Amon Tobin on the perks of technology and why all electronic music is called dubstep these days

Categories: Profiles

What do you think of American dubstep?

It's kind of its own thing. It has grown into huge proportions over the years, and more power to these producers out here making the scene for it. I don't have any thoughts for or against it; I just see it as something that is different. I guess the only unfortunate thing is I feel like all electronic music with bass is just called dubstep to the majority of people. I have heard of drum-and-bass DJs coming to the States and being billed as fast dubstep. It's become this generic term for music, which is crazy to me. In the end, the way people define and talk about music is always different than what producers think about
(when they're) making stuff. You don't have much control overt that; journalists coin phrases. I find there is too much focus on that. I listen to music and I make music, so I don't care what people call something. It's remarkable that all music is called dubstep nowadays. I released Two Fingers and people called it dubstep. I guess it's systematic of it becoming such a big thing, with stadium-style DJ shows. It's inevitable that things will get lost in translation.

I'm definitely guilty of coining phrases or using such terms since I am a journalist, but how else do people research??

I don't know how imporant it is to be accurate, but people get really hung up on [phrases] and have endless debates about sub-categories. Guys love to talk about technicality and genres and what qualifies this and that, and it's this kind of trainspotter mentality, especially in the electronic realm. Nerds like to get into recollecting and reflecting.
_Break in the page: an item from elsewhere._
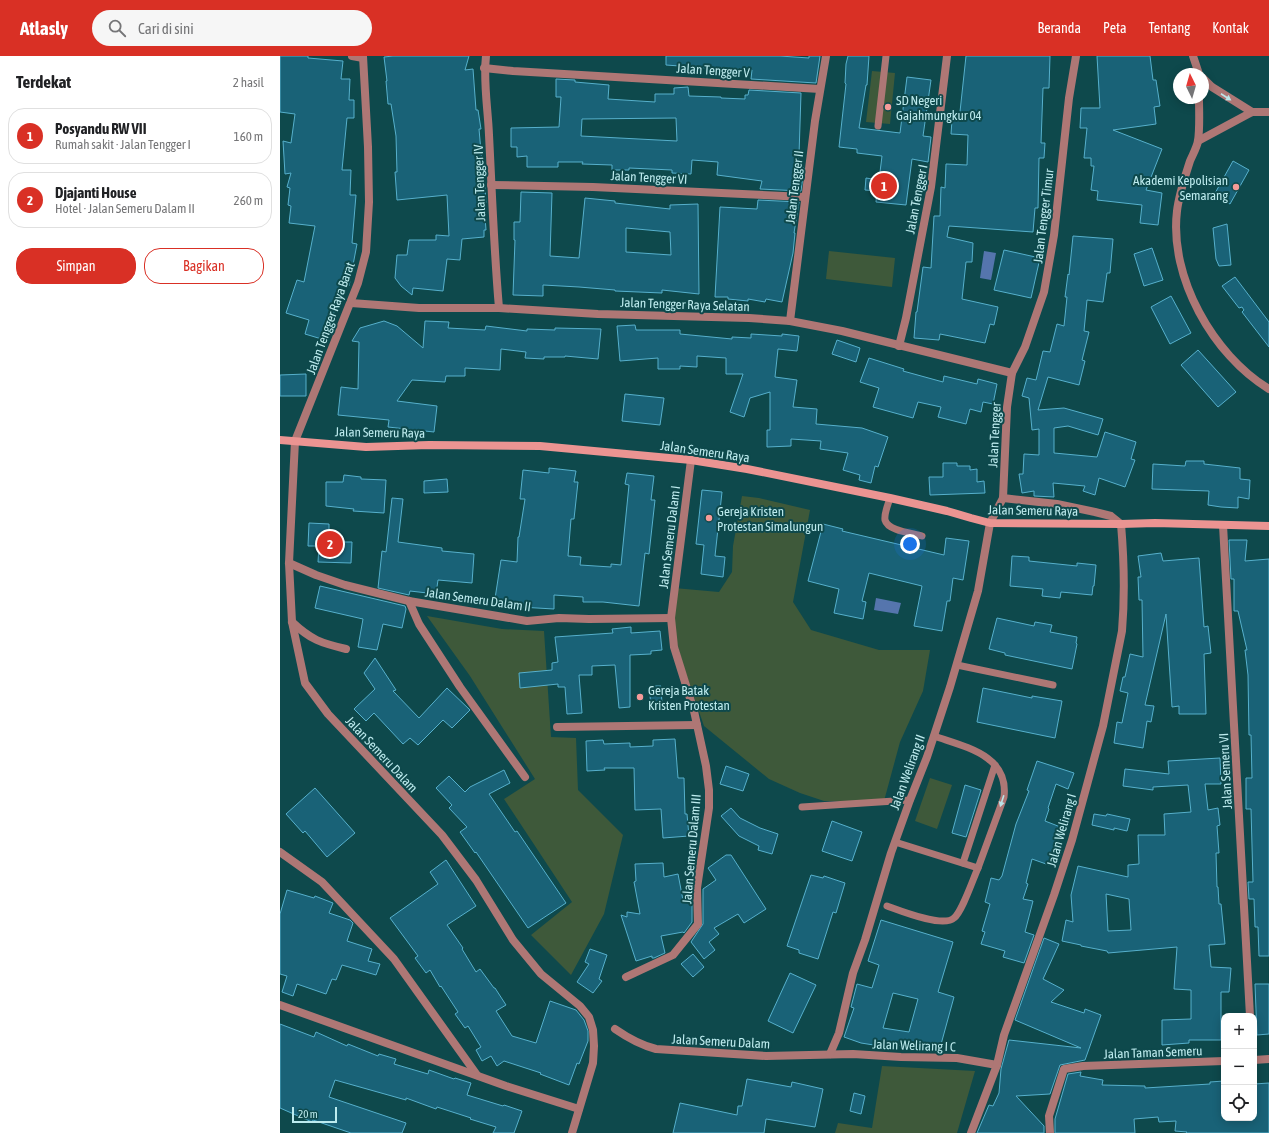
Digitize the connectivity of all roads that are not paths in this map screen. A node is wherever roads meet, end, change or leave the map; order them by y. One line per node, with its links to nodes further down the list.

How do you view the whole thing?

I've been doing this for fifteen years, and I've seen so many mutations of genres come and go. Even when drum-and-bass was rearing its head for the first time, it was the same thing. People would say, "It's not drum-and-bass; it's jungle. It's not tech-step; it's dark step...step step step." You'd be surprised about the producers who don't care, and they don't even know what a journalist will call it. It doesn't matter. They just make music they feel. The only thing I do feel is that it's a little bit bland when everything gets called one thing. Even the idea that electronic music is dance music -- that's kind of a bit destructive to think of an entire school of music shoehorned into one thing.

The way I look at electronic music is that it really originated with (Marcellus) Schiffer, Pierre Henri, (Karlheinz) Stockhausen, and people who really experimented with sound and electricity into music. It was research-based at some point, and had nothing to do with raves and dancing and clubs.
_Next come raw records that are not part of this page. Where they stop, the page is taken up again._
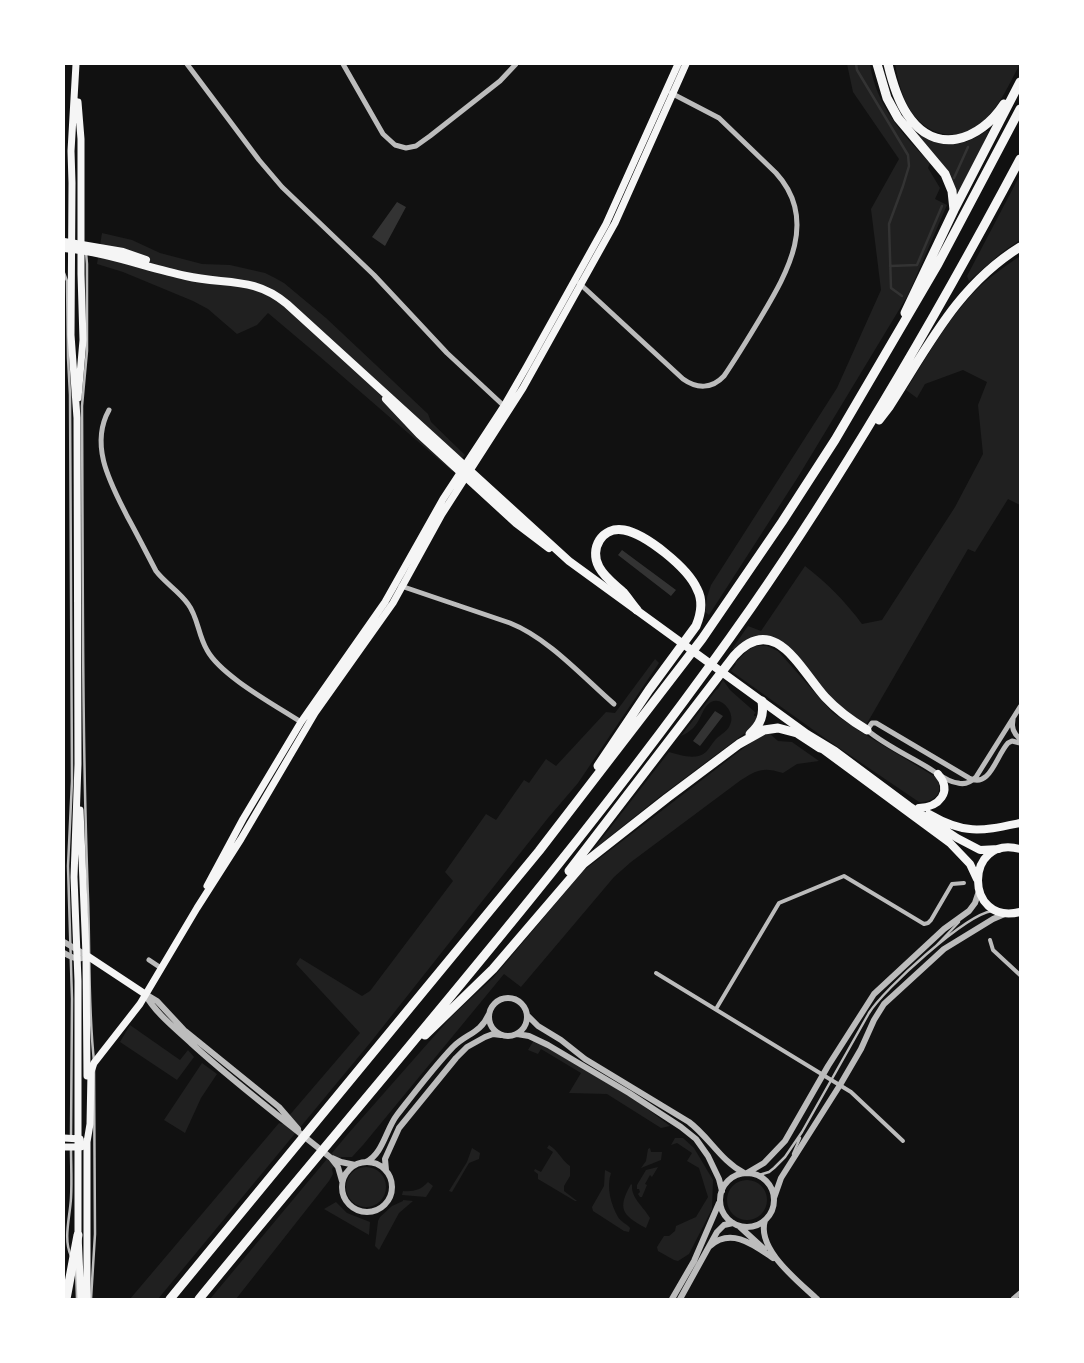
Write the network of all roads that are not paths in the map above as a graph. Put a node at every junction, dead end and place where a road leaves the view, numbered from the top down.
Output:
1 (76, 64) edge
2 (187, 64) edge
3 (343, 64) edge
4 (516, 64) edge
5 (678, 64) edge
6 (686, 64) edge
7 (877, 64) edge
8 (888, 64) edge
9 (1020, 76) edge
10 (76, 81) junction
11 (1020, 82) edge
12 (669, 92) junction
13 (1020, 109) edge
14 (1020, 158) edge
15 (954, 210) junction
16 (68, 245) edge
17 (1020, 247) edge
18 (83, 248) junction
19 (72, 269) junction
20 (64, 273) edge
21 (575, 280) junction
22 (581, 286) junction
23 (67, 292) junction
24 (898, 331) junction
25 (504, 406) junction
26 (109, 410) dead end
27 (76, 418) junction
28 (862, 438) junction
29 (465, 471) junction
30 (399, 586) junction
31 (637, 610) junction
32 (762, 701) junction
33 (614, 704) dead end
34 (1020, 707) edge
35 (1014, 718) junction
36 (301, 722) junction
37 (867, 730) junction
38 (807, 734) junction
39 (1020, 739) edge
40 (1020, 743) edge
41 (739, 744) junction
42 (820, 748) junction
43 (78, 764) junction
44 (938, 774) junction
45 (973, 780) junction
46 (898, 797) junction
47 (919, 808) junction
48 (1020, 823) edge
49 (1018, 847) edge
50 (999, 849) junction
51 (540, 851) junction
52 (977, 879) junction
53 (964, 883) dead end
54 (979, 891) junction
55 (197, 908) junction
56 (998, 911) junction
57 (1020, 912) edge
58 (540, 913) junction
59 (1007, 913) junction
60 (965, 914) junction
61 (990, 940) dead end
62 (64, 942) edge
63 (74, 947) junction
64 (64, 953) edge
65 (88, 956) junction
66 (925, 956) junction
67 (74, 958) junction
68 (149, 960) dead end
69 (161, 968) junction
70 (656, 973) dead end
71 (1020, 975) edge
72 (145, 994) junction
73 (716, 1009) junction
74 (490, 1014) junction
75 (527, 1015) junction
76 (517, 1034) junction
77 (501, 1035) junction
78 (398, 1059) junction
79 (94, 1062) junction
80 (823, 1074) junction
81 (832, 1080) junction
82 (840, 1085) junction
83 (802, 1132) junction
84 (71, 1138) edge
85 (903, 1141) dead end
86 (87, 1142) junction
87 (70, 1147) edge
88 (331, 1158) junction
89 (366, 1162) junction
90 (355, 1165) junction
91 (386, 1170) junction
92 (746, 1173) junction
93 (785, 1173) junction
94 (759, 1175) junction
95 (342, 1181) junction
96 (722, 1192) junction
97 (774, 1198) junction
98 (720, 1199) junction
99 (765, 1220) junction
100 (736, 1224) junction
101 (78, 1235) junction
102 (708, 1249) junction
103 (773, 1258) junction
104 (73, 1262) junction
105 (784, 1266) junction
106 (1020, 1293) edge
107 (66, 1299) edge
108 (79, 1299) edge
109 (89, 1299) edge
110 (170, 1299) edge
111 (199, 1299) edge
112 (672, 1299) edge
113 (680, 1299) edge
114 (817, 1299) edge
115 (1013, 1299) edge

1 - 10 main road
2 - 25 street
3 - 4 street
5 - 12 main road
6 - 12 main road
7 - 15 highway
8 - 9 highway
10 - 16 main road
10 - 18 main road
11 - 15 highway
12 - 21 main road
12 - 22 main road
12 - 22 street
13 - 24 highway
14 - 28 highway
15 - 24 highway
16 - 18 main road
16 - 19 main road
17 - 28 highway
18 - 27 main road
18 - 29 main road
18 - 65 lane
19 - 23 lane
19 - 27 main road
20 - 23 lane
21 - 22 street
21 - 25 main road
22 - 29 main road
23 - 63 lane
24 - 51 highway
25 - 29 main road
26 - 36 street
27 - 43 main road
28 - 78 highway
29 - 30 main road
29 - 31 main road
30 - 33 street
30 - 36 main road
30 - 55 main road
31 - 32 main road
31 - 51 highway
32 - 38 main road
32 - 41 highway
34 - 35 street
35 - 39 street
35 - 45 street
36 - 55 main road
37 - 44 street
37 - 45 street
37 - 58 highway
38 - 42 main road
38 - 46 main road
40 - 45 street
41 - 42 highway
41 - 58 highway
42 - 52 main road
43 - 63 main road
43 - 65 main road
44 - 45 street
44 - 47 main road
46 - 47 main road
46 - 50 main road
47 - 48 main road
49 - 50 main road
50 - 52 main road
51 - 110 highway
52 - 54 main road
53 - 73 street
54 - 56 main road
54 - 60 street
55 - 69 main road
56 - 59 main road
56 - 66 lane
57 - 59 main road
58 - 78 highway
59 - 82 street
60 - 66 lane
60 - 80 street
61 - 71 street
62 - 63 street
63 - 65 street
63 - 67 main road
64 - 67 street
65 - 67 street
65 - 72 main road
65 - 79 lane
65 - 86 main road
66 - 81 lane
67 - 84 main road
68 - 69 street
69 - 72 main road
70 - 73 street
72 - 79 main road
72 - 88 street
73 - 80 street
74 - 75 street
74 - 77 street
74 - 89 street
75 - 76 street
75 - 92 street
76 - 77 street
76 - 96 street
77 - 91 street
78 - 111 highway
79 - 86 main road
79 - 109 lane
80 - 81 street
80 - 92 street
81 - 82 street
81 - 83 lane
82 - 85 street
82 - 93 street
83 - 93 lane
83 - 94 lane
84 - 86 main road
84 - 87 main road
86 - 87 main road
86 - 109 main road
87 - 101 main road
87 - 104 lane
88 - 90 street
88 - 95 street
89 - 90 street
89 - 91 street
90 - 95 street
91 - 95 street
92 - 94 street
92 - 96 street
93 - 97 street
94 - 97 street
96 - 98 street
97 - 99 street
98 - 100 street
98 - 112 street
99 - 100 street
99 - 105 street
100 - 102 street
100 - 103 street
101 - 104 highway
101 - 108 main road
102 - 103 street
102 - 113 street
103 - 105 street
104 - 107 highway
104 - 108 lane
105 - 114 street
106 - 115 street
How do you talk about music, then, to avoid coining phrases?

When I talk about electronic music, I think about this kind of spirit of exploration and experimentation, so dance music is a very small part of electronic music. It's a segment, you know? It kind of depends on how you approach the whole subject. Dance music is a subgenre of electronic music, and dubstep is a subgenre of electronic dance music, so I guess I am kind of an uber-nerd. I wouldn't expect everyone else to see it like that.

Where are you looking for inspiration in your experimentation?

The vital thing that's the stongest in electronic music is to try and discover something. It's always been this kind of music where you can do something new because it's technology-driven. Technology is always changing and making things possible that weren't years ago. It has this thing where you can make new sounds and make something that people haven't heard before. That is really exciting -- very much so.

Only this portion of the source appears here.